What followed was the most disturbing event in an afternoon filled with disturbing events. He began to tell the story of the craziest day in his professional life. Hoo-boy. (Fair warning: if the thought of a leaky body is more than you can handle, skip to the next paragraph!!!) A man who’d lived far away had died of AIDS, which at the time was still a relatively new and mysterious ailment — and there was a deep fear of how contagious it was. His family had shipped his body back home to be cremated. I don’t remember the exact logistics of how or why, but the body had arrived at the crematorium frozen and in a cardboard box. Somehow the box was left out overnight, and George had come in the following morning to find that it had thawed and basically liquefied; a substantial amount of “AIDS-infected juices” had poured out all over the floor of the crematorium. “Jesus,” he bemoaned, “was that ever a horrible mess to clean up!” Jesus, indeed. We all stood in silence with pained looks on our faces as he gave us a play-by-play of how he cleaned it up, but inside my brain was screaming, “Whyyy are you telling me about this, George? What is wrong with you?!?!”

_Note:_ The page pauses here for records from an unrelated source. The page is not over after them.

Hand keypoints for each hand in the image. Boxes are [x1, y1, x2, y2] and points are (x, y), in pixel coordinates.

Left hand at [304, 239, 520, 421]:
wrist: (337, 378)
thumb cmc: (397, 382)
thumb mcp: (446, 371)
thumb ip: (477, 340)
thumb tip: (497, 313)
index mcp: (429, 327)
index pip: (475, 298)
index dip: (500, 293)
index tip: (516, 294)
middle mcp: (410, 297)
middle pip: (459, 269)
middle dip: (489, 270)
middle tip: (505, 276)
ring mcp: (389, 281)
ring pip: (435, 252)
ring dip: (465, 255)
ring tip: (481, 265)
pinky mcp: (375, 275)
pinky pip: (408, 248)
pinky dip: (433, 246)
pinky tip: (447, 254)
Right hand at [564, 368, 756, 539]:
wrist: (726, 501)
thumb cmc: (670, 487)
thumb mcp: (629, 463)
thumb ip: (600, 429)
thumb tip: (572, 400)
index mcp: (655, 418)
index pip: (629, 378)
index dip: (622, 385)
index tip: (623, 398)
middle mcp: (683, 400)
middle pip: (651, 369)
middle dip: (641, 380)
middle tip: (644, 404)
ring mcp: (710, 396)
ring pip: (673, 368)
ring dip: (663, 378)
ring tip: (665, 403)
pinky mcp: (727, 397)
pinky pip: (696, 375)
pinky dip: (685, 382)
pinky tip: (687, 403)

My mother began her campaign to free us with a new urgency. She moved forcefully toward the door, making frantic eye contact with me and Autumn, begging us to follow her. We stumbled outside quickly, each of us sucking in the fresh air like we’d been held underwater and were desperate to get oxygen back into our lungs. As we strode quickly to the car, we called back to George, thanking him for his tour. But he followed us and kept right on talking, offering to give us another tour anytime. We could even bring our friends! As we closed our doors and my mom started the car, he was still talking, saying how he’d see us around the cemetery next time we came back for a visit.

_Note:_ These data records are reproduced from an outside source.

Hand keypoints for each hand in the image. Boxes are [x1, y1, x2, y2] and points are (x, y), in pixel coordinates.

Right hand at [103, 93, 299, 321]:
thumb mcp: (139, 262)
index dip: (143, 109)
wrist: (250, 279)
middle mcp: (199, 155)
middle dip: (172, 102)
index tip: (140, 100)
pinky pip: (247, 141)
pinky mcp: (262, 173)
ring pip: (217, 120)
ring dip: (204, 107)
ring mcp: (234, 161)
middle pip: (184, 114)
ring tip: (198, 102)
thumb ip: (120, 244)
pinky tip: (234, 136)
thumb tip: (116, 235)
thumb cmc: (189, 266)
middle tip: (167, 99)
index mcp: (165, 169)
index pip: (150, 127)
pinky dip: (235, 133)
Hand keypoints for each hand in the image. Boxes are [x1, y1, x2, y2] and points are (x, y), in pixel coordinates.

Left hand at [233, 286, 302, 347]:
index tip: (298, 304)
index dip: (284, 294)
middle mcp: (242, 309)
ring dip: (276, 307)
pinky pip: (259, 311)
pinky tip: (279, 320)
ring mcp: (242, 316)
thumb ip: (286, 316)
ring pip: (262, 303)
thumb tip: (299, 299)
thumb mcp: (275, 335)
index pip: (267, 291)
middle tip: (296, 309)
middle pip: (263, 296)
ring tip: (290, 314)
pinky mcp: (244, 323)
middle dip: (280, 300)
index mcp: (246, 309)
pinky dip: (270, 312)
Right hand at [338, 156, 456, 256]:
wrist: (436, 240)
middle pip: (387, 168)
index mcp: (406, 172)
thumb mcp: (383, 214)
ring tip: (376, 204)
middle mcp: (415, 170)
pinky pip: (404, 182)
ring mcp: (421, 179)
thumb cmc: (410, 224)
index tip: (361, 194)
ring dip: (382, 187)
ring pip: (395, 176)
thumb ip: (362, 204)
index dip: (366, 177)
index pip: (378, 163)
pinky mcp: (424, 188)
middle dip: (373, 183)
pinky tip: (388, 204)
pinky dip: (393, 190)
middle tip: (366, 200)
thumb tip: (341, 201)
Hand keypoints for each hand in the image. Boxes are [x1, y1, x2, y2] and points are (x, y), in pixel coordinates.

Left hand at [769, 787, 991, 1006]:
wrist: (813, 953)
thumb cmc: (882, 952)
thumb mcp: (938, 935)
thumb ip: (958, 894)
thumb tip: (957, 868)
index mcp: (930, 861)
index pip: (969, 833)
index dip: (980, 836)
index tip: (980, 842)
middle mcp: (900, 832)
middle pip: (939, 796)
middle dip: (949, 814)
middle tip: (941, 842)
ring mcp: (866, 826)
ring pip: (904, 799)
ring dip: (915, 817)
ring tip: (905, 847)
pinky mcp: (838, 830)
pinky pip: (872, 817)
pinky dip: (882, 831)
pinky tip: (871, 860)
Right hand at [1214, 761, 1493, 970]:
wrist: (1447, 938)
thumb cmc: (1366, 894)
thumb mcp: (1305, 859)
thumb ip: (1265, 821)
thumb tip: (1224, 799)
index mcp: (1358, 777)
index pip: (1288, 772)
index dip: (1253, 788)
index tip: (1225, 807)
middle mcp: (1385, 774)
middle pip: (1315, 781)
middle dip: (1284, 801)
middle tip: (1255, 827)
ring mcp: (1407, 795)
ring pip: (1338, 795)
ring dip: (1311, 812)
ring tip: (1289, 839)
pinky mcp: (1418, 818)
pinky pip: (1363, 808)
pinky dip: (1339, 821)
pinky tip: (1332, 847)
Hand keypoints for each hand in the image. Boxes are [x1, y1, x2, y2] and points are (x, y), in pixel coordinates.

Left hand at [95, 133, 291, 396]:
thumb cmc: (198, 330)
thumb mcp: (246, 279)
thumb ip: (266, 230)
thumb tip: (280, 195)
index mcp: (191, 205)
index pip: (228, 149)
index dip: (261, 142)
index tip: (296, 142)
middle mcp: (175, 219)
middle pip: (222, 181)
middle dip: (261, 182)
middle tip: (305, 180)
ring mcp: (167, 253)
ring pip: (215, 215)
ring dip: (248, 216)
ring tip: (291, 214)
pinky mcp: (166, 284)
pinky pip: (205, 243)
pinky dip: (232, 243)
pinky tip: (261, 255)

My mom sped out of the parking lot. We were all a little stunned for the first few minutes of the ride. My poor mother was horrified that she’d allowed me to experience that and worried that Autumn and I were scarred for life. (We weren’t.) We joked about George, and my mom asked me if I’d changed my mind about wanting to be cremated. Weirdly, I had not. You might think after seeing that setup I’d opt for burial at sea or a solid pine casket, but it wasn’t the oven that was the problem, it was the man running it. So I still want to be cremated, but on one condition: George, if he is still with us when my time comes, is not going to be the one to do it.